### TASK TO CARRY OUT
Looking through the listing below, state how many lines have the word "direction" in them. Only the number should be given.

### EXTRACTED ENTRIES

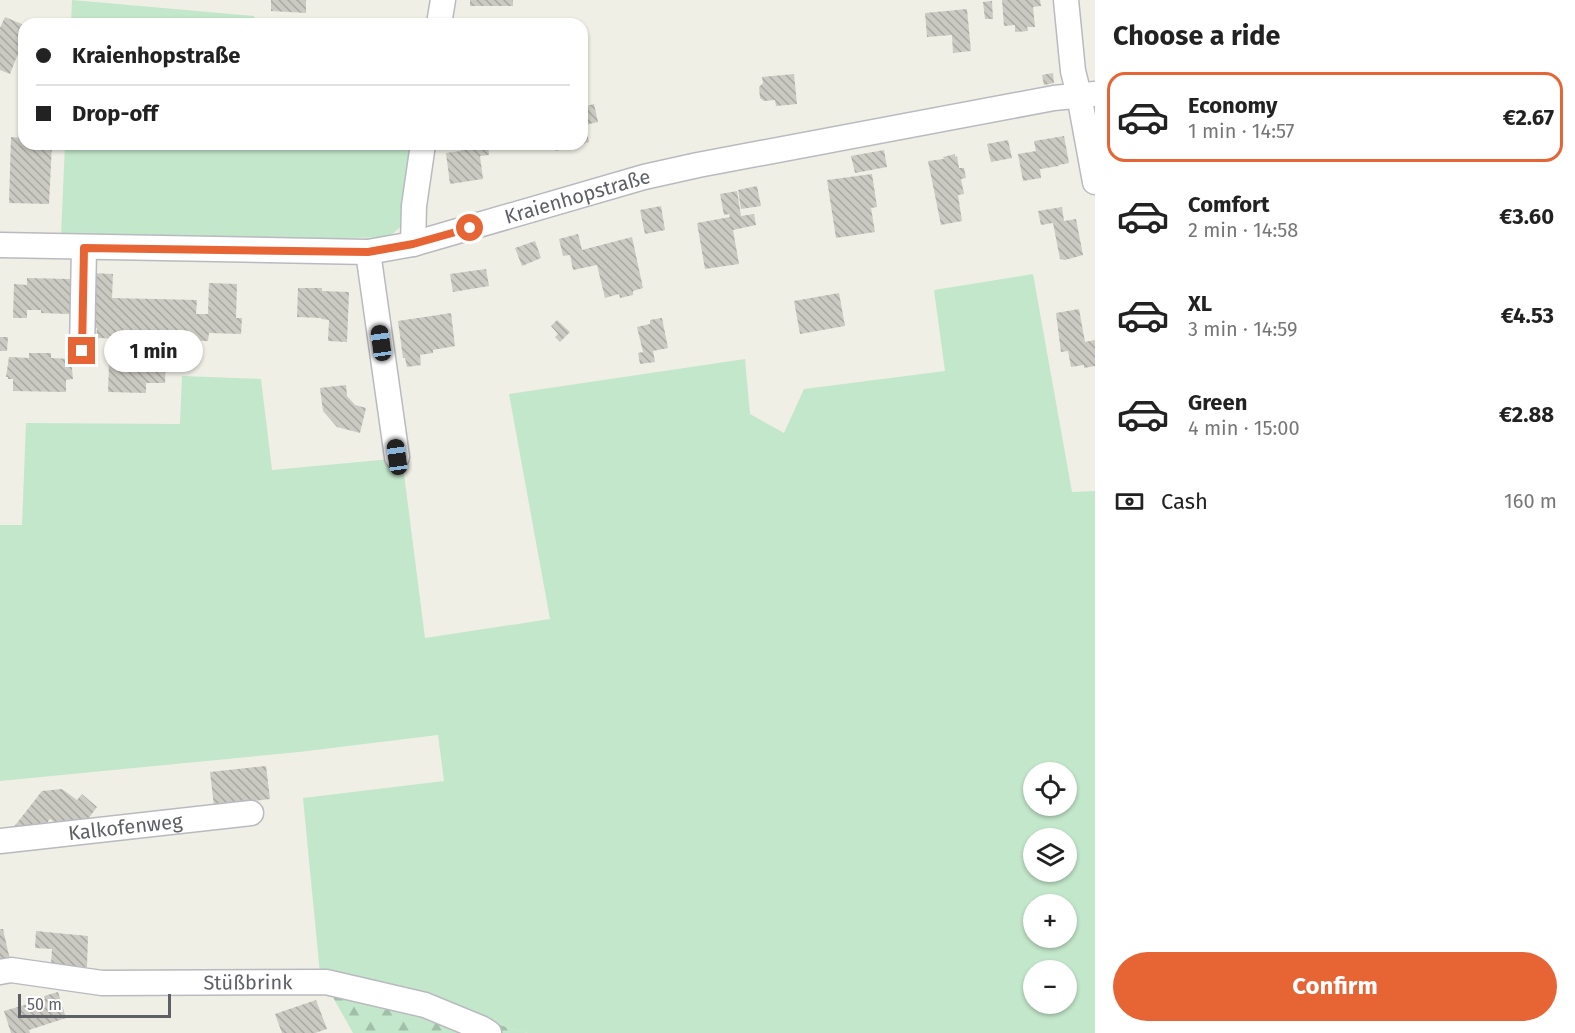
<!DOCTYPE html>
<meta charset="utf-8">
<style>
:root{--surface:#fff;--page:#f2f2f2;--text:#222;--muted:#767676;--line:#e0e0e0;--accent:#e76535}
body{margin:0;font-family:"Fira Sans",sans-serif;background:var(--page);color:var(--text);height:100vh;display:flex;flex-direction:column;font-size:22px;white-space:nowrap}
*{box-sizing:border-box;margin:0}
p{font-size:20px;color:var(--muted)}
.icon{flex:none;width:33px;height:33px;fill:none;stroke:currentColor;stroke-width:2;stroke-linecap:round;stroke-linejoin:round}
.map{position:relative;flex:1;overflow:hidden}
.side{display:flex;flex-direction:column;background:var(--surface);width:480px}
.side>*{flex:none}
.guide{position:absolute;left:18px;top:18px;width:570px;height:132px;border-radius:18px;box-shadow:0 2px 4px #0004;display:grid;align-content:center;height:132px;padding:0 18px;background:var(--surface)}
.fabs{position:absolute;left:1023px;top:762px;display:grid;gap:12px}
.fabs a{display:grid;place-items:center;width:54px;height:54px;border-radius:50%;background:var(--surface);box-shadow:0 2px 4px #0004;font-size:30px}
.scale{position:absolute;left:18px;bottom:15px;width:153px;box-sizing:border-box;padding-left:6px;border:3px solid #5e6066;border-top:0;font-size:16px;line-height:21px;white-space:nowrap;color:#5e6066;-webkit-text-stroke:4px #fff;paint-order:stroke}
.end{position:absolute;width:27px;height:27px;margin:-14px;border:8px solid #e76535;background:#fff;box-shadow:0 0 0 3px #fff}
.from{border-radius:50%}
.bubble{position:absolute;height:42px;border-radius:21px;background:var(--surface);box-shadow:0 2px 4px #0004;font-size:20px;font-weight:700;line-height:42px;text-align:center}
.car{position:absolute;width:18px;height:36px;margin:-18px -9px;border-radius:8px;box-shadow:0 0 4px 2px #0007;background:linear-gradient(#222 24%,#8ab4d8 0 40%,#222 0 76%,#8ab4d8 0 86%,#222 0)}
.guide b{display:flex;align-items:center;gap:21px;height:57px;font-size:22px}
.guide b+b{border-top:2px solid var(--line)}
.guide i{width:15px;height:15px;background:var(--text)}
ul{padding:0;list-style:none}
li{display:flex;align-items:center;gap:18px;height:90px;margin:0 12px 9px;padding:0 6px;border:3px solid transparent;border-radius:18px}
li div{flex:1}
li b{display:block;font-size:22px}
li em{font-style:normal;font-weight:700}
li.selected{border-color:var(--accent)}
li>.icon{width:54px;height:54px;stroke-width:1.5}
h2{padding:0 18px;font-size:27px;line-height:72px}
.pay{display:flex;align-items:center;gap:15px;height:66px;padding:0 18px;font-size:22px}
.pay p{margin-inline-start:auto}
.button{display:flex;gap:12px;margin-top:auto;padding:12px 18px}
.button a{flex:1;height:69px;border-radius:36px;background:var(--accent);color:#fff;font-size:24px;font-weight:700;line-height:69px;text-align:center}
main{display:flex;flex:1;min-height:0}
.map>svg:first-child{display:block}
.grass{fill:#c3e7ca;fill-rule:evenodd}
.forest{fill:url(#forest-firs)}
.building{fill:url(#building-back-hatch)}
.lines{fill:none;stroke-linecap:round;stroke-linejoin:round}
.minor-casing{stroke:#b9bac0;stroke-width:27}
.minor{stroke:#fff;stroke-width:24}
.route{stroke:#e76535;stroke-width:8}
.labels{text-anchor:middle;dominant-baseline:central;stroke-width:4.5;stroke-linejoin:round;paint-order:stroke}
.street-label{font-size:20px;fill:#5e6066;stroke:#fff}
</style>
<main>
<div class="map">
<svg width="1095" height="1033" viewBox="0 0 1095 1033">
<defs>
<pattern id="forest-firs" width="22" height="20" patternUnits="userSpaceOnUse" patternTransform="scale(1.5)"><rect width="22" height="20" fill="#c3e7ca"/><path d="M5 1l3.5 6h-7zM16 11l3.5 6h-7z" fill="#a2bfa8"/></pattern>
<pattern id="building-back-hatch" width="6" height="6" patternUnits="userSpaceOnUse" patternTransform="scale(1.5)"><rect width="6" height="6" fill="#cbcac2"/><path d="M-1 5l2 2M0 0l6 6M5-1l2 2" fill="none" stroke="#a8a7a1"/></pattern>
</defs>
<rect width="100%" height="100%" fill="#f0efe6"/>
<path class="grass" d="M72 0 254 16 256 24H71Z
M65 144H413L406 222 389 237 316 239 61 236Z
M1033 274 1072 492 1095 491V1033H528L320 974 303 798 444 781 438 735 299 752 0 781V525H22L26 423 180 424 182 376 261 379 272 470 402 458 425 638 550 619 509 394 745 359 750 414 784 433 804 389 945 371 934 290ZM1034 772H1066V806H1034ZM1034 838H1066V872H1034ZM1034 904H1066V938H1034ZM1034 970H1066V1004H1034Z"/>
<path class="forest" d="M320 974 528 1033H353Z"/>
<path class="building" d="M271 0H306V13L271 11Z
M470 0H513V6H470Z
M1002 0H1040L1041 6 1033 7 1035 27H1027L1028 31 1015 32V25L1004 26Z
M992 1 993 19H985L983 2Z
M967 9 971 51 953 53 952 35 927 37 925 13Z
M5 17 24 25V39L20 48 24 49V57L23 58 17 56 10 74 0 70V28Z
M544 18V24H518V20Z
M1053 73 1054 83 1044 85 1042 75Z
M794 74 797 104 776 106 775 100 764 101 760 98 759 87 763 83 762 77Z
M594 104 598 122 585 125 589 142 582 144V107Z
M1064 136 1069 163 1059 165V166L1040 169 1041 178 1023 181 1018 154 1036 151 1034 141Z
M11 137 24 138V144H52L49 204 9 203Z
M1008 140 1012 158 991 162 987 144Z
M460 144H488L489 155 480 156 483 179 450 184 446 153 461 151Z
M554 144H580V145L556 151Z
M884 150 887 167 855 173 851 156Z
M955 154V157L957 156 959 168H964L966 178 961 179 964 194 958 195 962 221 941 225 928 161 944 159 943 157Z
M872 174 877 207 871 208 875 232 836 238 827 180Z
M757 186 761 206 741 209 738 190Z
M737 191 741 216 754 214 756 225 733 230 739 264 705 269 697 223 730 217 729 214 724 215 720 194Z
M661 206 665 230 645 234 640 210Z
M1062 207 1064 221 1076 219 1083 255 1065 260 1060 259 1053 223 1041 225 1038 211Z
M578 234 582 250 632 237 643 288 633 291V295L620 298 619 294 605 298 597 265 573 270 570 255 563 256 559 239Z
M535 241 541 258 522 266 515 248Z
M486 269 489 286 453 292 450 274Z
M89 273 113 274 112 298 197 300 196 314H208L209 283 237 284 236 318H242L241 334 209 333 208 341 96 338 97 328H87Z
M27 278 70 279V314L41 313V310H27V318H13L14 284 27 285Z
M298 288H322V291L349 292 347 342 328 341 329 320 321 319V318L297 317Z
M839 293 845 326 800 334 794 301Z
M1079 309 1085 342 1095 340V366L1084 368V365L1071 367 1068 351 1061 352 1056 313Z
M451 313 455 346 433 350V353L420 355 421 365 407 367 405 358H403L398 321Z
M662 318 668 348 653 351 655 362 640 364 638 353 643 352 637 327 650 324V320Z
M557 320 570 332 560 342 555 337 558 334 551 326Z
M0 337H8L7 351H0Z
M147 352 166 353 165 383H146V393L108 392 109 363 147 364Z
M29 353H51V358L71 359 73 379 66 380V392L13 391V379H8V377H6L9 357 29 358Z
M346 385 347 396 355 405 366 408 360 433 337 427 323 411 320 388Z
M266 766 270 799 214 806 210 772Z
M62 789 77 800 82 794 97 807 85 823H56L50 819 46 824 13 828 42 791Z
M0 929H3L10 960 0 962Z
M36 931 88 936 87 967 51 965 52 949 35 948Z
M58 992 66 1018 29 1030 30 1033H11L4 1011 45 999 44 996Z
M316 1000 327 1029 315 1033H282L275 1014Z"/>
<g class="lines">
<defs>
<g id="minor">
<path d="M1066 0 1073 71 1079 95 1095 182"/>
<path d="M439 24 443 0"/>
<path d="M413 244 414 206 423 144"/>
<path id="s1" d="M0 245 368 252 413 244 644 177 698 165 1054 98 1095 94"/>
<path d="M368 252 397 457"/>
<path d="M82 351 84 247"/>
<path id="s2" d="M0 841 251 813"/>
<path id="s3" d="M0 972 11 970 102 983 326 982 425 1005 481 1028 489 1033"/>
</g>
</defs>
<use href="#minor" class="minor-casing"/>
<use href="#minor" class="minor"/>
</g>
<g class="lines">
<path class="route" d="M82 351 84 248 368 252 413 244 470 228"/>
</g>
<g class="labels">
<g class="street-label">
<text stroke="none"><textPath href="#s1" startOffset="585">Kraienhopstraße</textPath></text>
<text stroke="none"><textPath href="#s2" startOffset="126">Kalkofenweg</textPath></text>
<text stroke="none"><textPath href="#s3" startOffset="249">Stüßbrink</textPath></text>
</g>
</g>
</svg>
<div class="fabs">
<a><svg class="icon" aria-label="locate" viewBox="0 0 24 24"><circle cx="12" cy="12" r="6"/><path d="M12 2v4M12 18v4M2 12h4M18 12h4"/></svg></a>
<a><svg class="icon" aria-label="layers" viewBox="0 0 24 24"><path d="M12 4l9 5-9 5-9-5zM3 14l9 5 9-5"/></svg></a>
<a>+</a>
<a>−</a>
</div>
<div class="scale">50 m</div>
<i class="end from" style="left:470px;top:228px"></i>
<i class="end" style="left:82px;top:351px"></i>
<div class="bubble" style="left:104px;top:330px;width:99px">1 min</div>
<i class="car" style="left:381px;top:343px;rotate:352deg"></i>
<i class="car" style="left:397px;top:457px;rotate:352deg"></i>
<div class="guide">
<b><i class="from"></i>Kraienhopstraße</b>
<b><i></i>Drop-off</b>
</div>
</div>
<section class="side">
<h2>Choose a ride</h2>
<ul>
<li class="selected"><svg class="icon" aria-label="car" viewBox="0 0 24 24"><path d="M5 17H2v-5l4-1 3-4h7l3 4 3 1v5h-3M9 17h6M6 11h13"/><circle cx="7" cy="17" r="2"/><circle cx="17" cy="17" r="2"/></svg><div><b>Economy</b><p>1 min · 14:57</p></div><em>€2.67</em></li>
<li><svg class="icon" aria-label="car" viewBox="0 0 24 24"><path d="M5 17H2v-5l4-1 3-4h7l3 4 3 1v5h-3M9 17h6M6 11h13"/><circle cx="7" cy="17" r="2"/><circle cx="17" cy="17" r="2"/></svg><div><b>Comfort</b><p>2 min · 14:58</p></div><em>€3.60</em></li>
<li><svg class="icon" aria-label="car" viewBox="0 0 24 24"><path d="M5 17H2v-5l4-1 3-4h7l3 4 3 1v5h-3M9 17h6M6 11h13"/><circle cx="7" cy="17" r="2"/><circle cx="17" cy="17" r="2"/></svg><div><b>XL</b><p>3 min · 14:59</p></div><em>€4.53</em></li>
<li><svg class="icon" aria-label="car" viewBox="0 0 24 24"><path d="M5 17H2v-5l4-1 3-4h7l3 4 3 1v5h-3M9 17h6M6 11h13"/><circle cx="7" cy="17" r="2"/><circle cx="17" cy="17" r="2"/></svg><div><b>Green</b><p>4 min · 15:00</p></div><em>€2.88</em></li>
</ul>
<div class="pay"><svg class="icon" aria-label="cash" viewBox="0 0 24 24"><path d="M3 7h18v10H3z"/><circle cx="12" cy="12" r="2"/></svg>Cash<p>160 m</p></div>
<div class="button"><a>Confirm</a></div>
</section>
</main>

### RESULT FOR THIS EXERCISE
2